Editorial: O nó da mobilidade urbana

Os dados levantados pelos estudos feitos periodicamente sobre as dificuldades de deslocamento nos grandes centros urbanos mostram que esse problema continua um dos mais graves enfrentados pelo País, pois têm sido tímidos os esforços para melhorar o transporte coletivo. Os brasileiros de todas as regiões, com destaque para a Sudeste, parecem condenados a pagar, ainda por um bom tempo, um alto preço pelo atraso histórico na ampliação, principalmente, do sistema metroferroviário, resultado da falta de visão dos governantes.

Trabalhos apresentados durante o evento Fóruns Estadão Regiões – realizado pelo Grupo Estado com a participação de representantes do governo e da iniciativa privada – mostram que os quatro Estados do Sudeste terão de investir R$ 589,6 bilhões nos próximos cinco anos em infraestrutura, com destaque para a mobilidade em suas regiões metropolitanas. Embora essa seja a região mais rica do País, responsável por 55,4% do PIB nacional, é um esforço considerável. Mas que ainda fica longe do que é necessário para resolver o problema com a brevidade desejada pela população.

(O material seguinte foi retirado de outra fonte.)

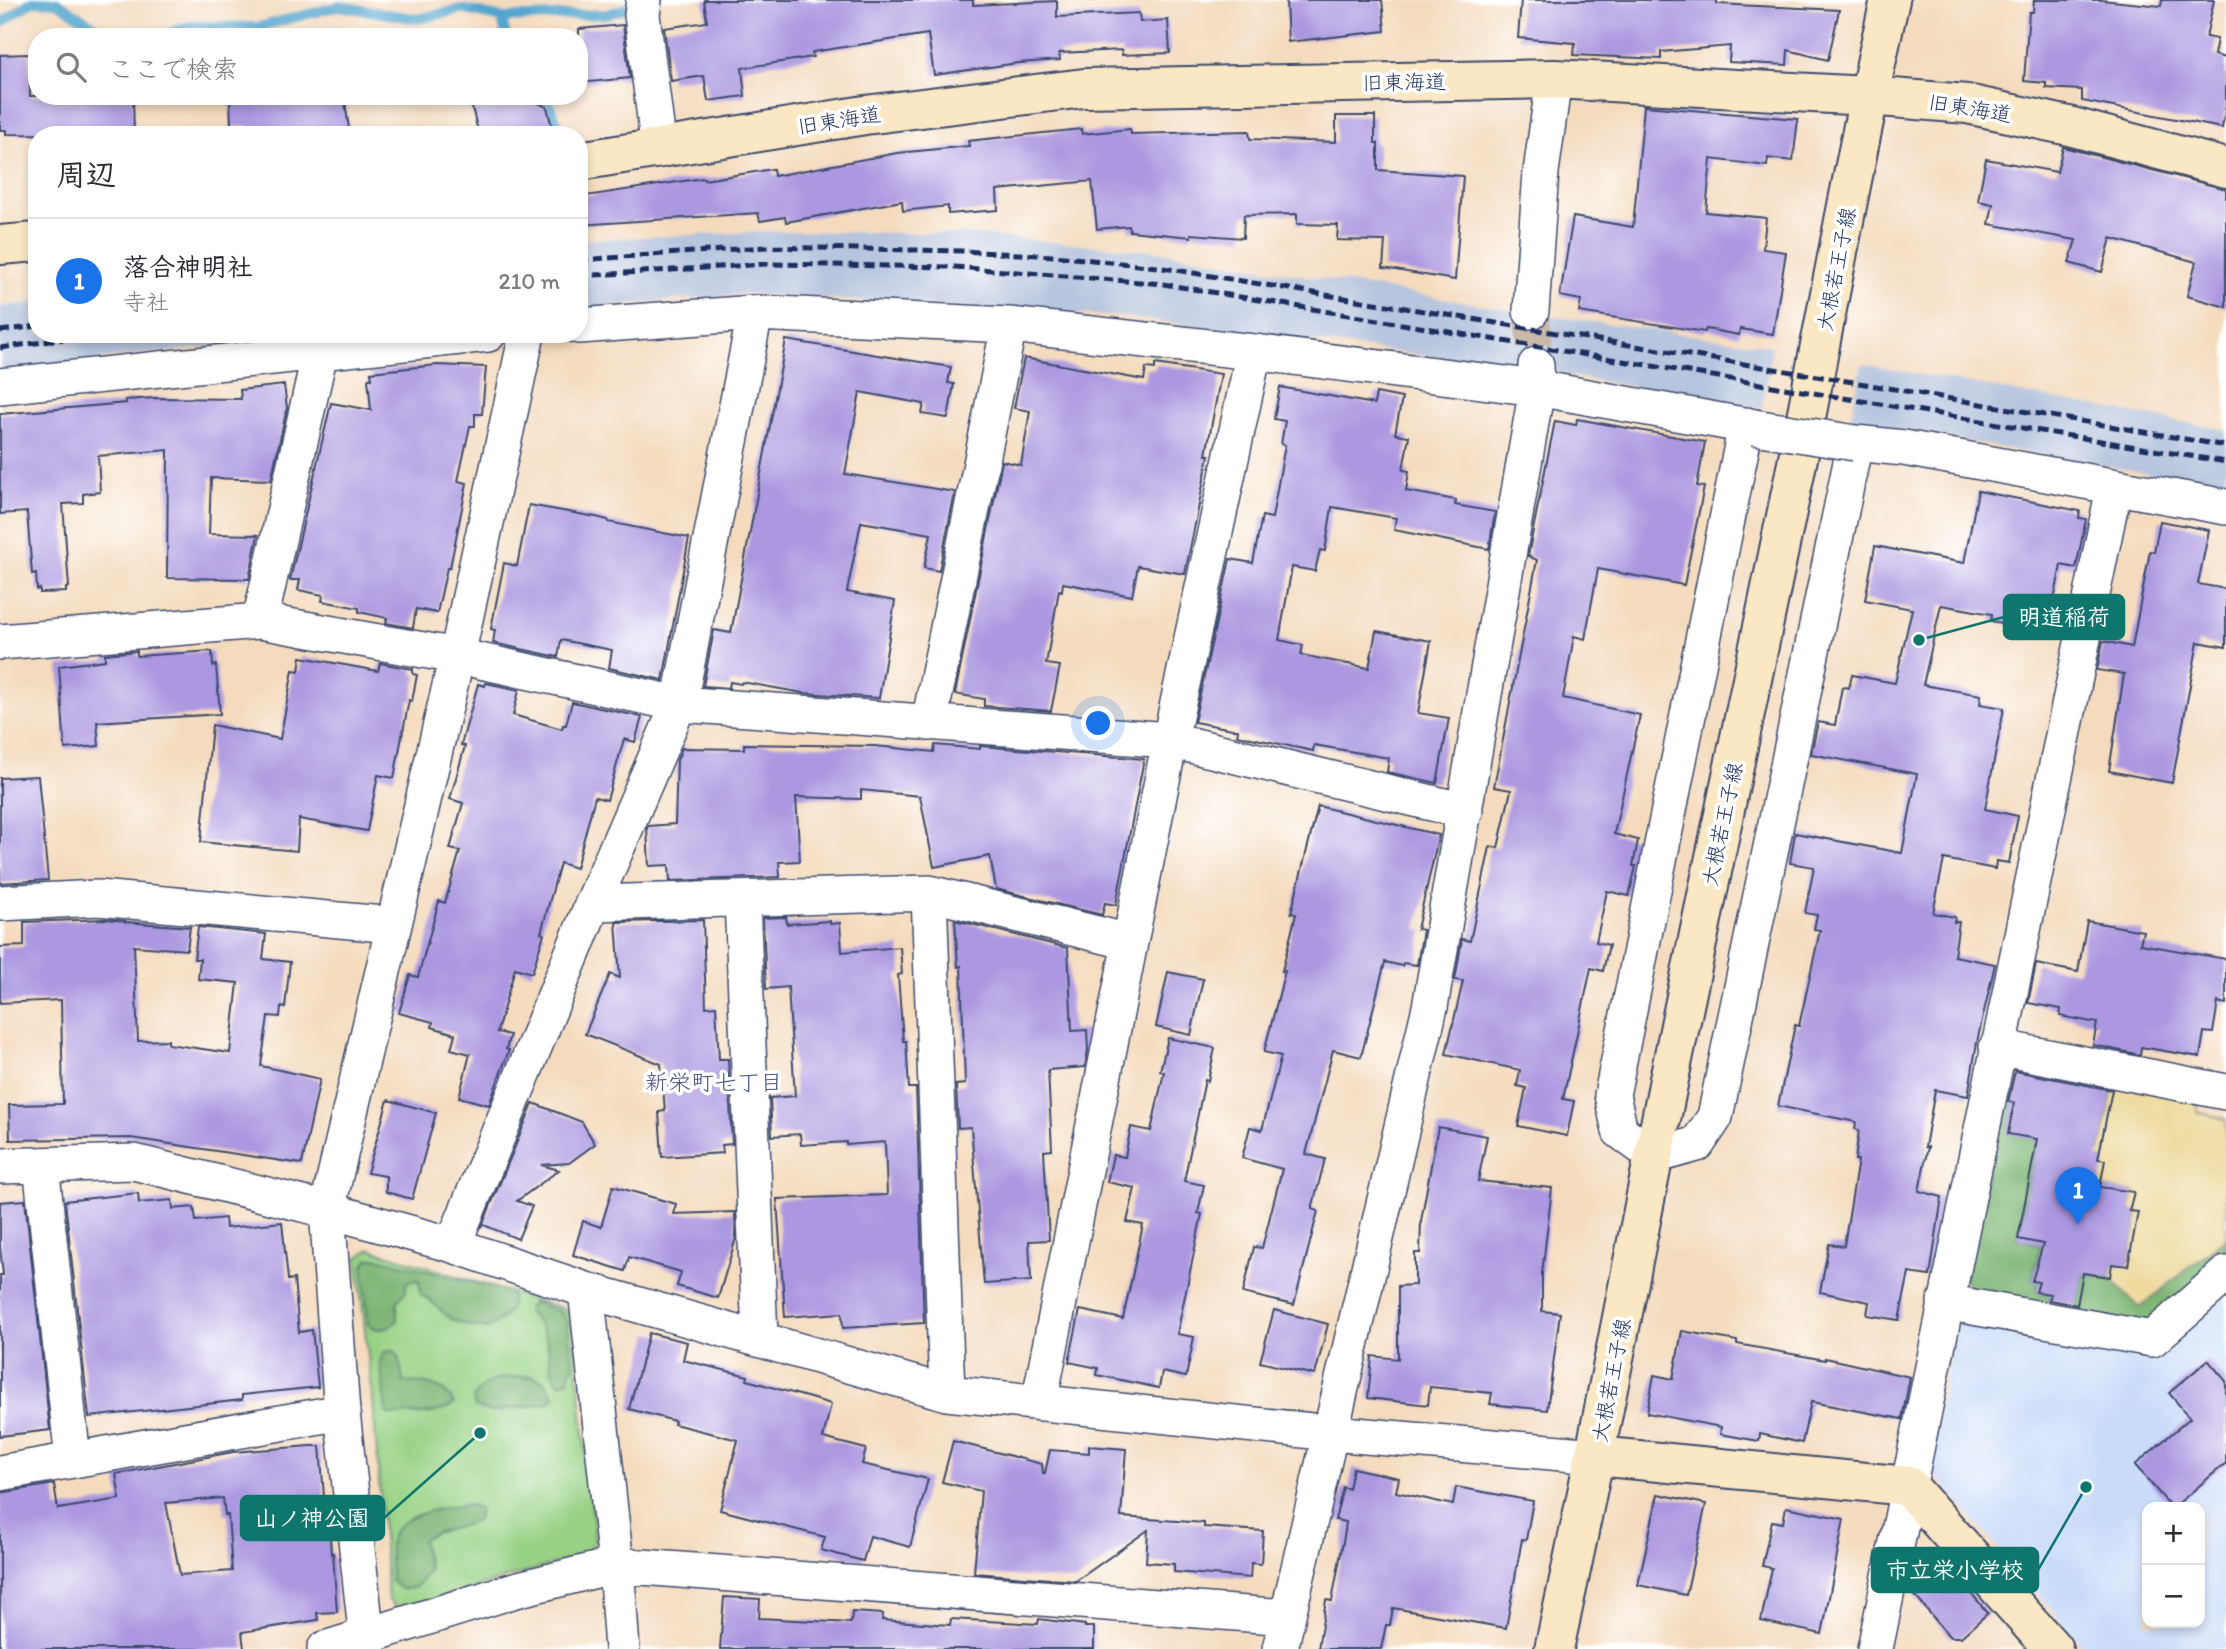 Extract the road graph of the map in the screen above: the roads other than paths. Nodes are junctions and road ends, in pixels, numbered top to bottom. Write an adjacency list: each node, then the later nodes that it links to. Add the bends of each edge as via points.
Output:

Um estudo feito pelo Ipea, com base na Pesquisa Nacional por Amostra de Domicílios (Pnad) de 2012, revela dados impressionantes. É de 30 minutos o tempo médio que o brasileiro gasta apenas para chegar ao trabalho. A média sobe para 40 minutos nas áreas metropolitanas, e na Região Sudeste chega a 43 minutos. Valores que devem ser multiplicados por dois para completar o tempo gasto diariamente para ir e voltar do trabalho.

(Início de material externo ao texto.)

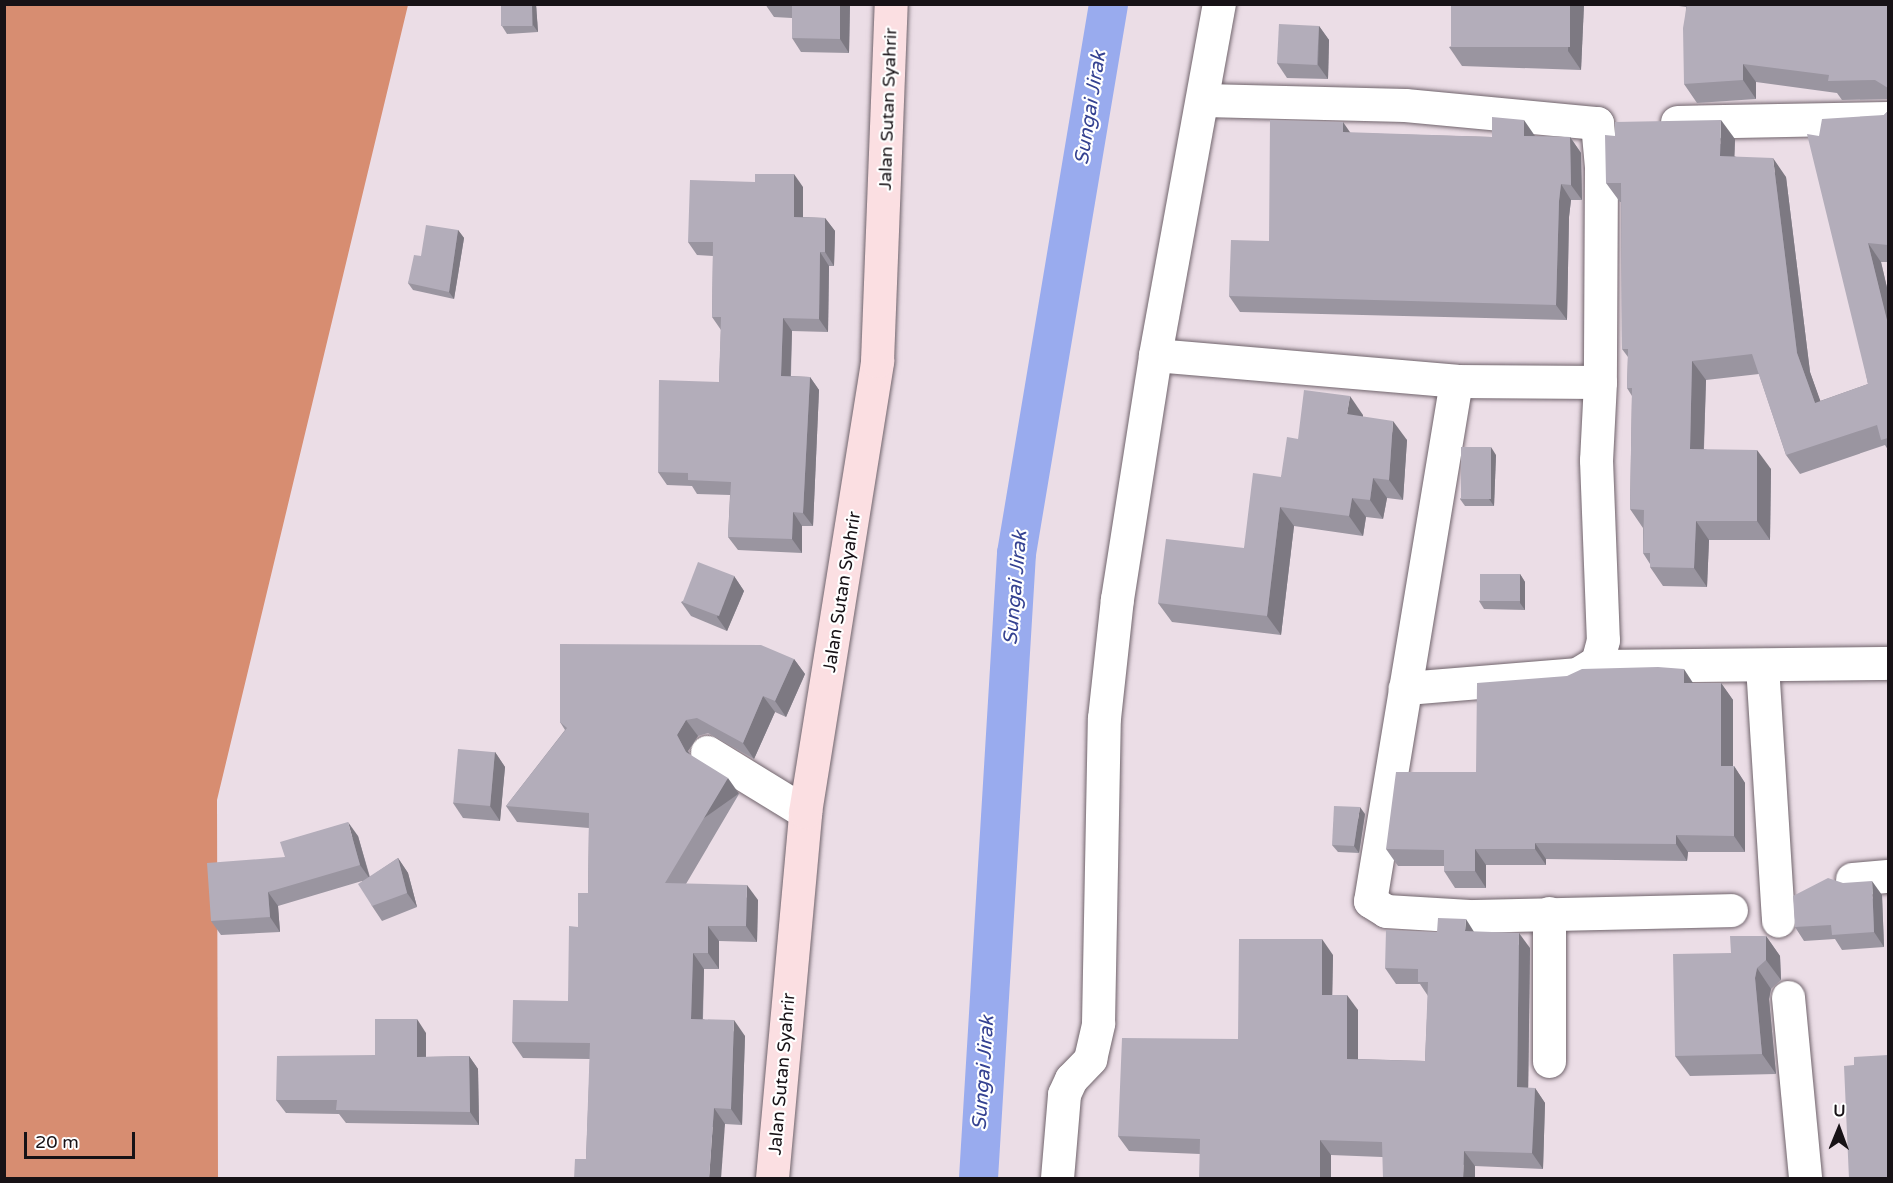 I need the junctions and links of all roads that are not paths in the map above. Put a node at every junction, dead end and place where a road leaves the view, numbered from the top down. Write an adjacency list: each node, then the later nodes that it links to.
1 (891, 4): 14 (main road, Jalan Sutan Syahrir)
2 (1219, 4): 3 (street)
3 (1204, 100): 5 (street); 6 (street)
4 (1888, 118): 5 (street)
5 (1597, 123): 8 (street)
6 (1155, 355): 7 (street); 23 (street)
7 (1456, 381): 8 (street); 12 (street)
8 (1600, 382): 11 (street)
9 (1888, 663): 10 (street)
10 (1762, 665): 11 (street); 19 (street)
11 (1591, 666): 12 (street)
12 (1405, 688): 18 (street)
13 (707, 752): 14 (street)
14 (805, 813): 22 (main road, Jalan Sutan Syahrir)
15 (1888, 876): 16 (street)
16 (1852, 879)
17 (1731, 910): 18 (street)
18 (1549, 913): 21 (street)
19 (1778, 921)
20 (1788, 997): 24 (street)
21 (1549, 1061)
22 (772, 1179)
23 (1057, 1179)
24 (1805, 1179)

O porcentual de brasileiros das metrópoles do Sudeste que gastam mais de uma hora em seus deslocamentos diários é o dobro do das outras grandes cidades do País. Dos moradores das regiões metropolitanas de São Paulo, Rio e Minas, 21,3% levam mais de uma hora para chegar ao trabalho. Esse índice cai para 11,5% em sete metrópoles de outras regiões.

Esse dado negativo está longe de ser uma exclusividade das áreas mais ricas. Infelizmente, ele está cada vez mais presente também nas grandes cidades do Norte e do Nordeste. Segundo um dos responsáveis pelo estudo do Ipea, Carlos Henrique Ribeiro de Carvalho, isto se deve ao acentuado crescimento da frota de veículos nessas regiões, nos últimos anos, que ocorreu, “sobretudo, nas classes mais pobres”. Um exemplo disso é a região metropolitana de Belém, onde o tempo para chegar ao trabalho aumentou 35,4%, passando de 24,3 minutos em 1992 para 32,8 minutos em 2012. Outro é Salvador, onde o aumento foi de 27,1%.

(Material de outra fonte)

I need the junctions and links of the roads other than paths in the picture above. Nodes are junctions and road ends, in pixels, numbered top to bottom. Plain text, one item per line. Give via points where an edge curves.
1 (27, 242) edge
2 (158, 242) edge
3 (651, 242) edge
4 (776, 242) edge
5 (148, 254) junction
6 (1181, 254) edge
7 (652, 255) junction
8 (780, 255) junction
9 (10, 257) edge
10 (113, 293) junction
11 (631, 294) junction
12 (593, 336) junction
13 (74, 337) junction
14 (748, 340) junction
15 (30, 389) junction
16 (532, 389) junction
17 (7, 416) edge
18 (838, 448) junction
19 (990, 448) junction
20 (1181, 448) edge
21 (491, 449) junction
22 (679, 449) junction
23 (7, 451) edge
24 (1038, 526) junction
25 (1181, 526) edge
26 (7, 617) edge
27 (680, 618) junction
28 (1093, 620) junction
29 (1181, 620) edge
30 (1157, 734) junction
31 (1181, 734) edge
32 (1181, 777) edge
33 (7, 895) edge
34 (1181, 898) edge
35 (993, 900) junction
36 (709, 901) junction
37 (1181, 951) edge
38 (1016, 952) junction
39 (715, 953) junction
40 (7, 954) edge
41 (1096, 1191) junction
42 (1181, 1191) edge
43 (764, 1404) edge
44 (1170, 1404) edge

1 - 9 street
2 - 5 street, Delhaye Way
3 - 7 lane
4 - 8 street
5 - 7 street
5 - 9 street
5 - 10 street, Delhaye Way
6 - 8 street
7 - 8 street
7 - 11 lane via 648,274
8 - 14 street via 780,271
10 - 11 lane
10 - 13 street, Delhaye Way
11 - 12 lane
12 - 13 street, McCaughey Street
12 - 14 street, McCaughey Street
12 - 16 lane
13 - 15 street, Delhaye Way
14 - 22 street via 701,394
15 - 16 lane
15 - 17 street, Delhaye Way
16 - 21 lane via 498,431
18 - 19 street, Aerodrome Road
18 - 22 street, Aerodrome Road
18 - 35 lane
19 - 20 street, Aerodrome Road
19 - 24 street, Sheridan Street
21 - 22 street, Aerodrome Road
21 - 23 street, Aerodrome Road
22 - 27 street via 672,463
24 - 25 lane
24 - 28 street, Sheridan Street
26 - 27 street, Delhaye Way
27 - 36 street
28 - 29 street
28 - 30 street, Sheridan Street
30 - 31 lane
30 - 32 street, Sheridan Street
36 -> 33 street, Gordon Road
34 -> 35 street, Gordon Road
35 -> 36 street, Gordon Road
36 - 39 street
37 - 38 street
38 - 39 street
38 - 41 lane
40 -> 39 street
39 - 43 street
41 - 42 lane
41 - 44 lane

A precariedade do transporte urbano afeta, além das várias regiões, as diferentes camadas sociais. A população de baixa renda, principalmente porque a maior parte dela mora na periferia, longe dos locais de trabalho, é evidentemente a mais prejudicada. Em seguida vem a classe média que usa o transporte coletivo. E as pessoas que têm condições de usar o transporte individual também não escapam do tormento diário da demora para ir e voltar do trabalho, porque ficam presas nos congestionamentos que só fazem crescer. Andar de carro para chegar mais rápido já não é uma solução, e o será cada vez menos, à medida que mais pessoas insistirem em apelar para ele.

O que é preciso fazer para resolver o problema é sabido há muito tempo: implantar ou ampliar, conforme o caso, a rede de metrô e de trens de subúrbio e intermunicipais nas regiões metropolitanas e, como isso demanda tempo, melhorar a curto prazo o serviço de ônibus. O primeiro caso exige investimentos muito maiores que os que vêm sendo feitos, para recuperar o atraso histórico, num esforço conjunto de municípios, Estados e União. O segundo exige determinação das prefeituras para enfrentar o poderoso grupo de empresas que dominam o setor, ganham muito e oferecem serviços de má qualidade.

Essas são escolhas difíceis, que exigem dos governantes coragem e compromisso com o futuro, sem o imediatismo e a miopia dos interesses eleitorais.

Fonte: O Estado de S. Paulo, 22/11/2013

2 comentários em “Editorial: O nó da mobilidade urbana”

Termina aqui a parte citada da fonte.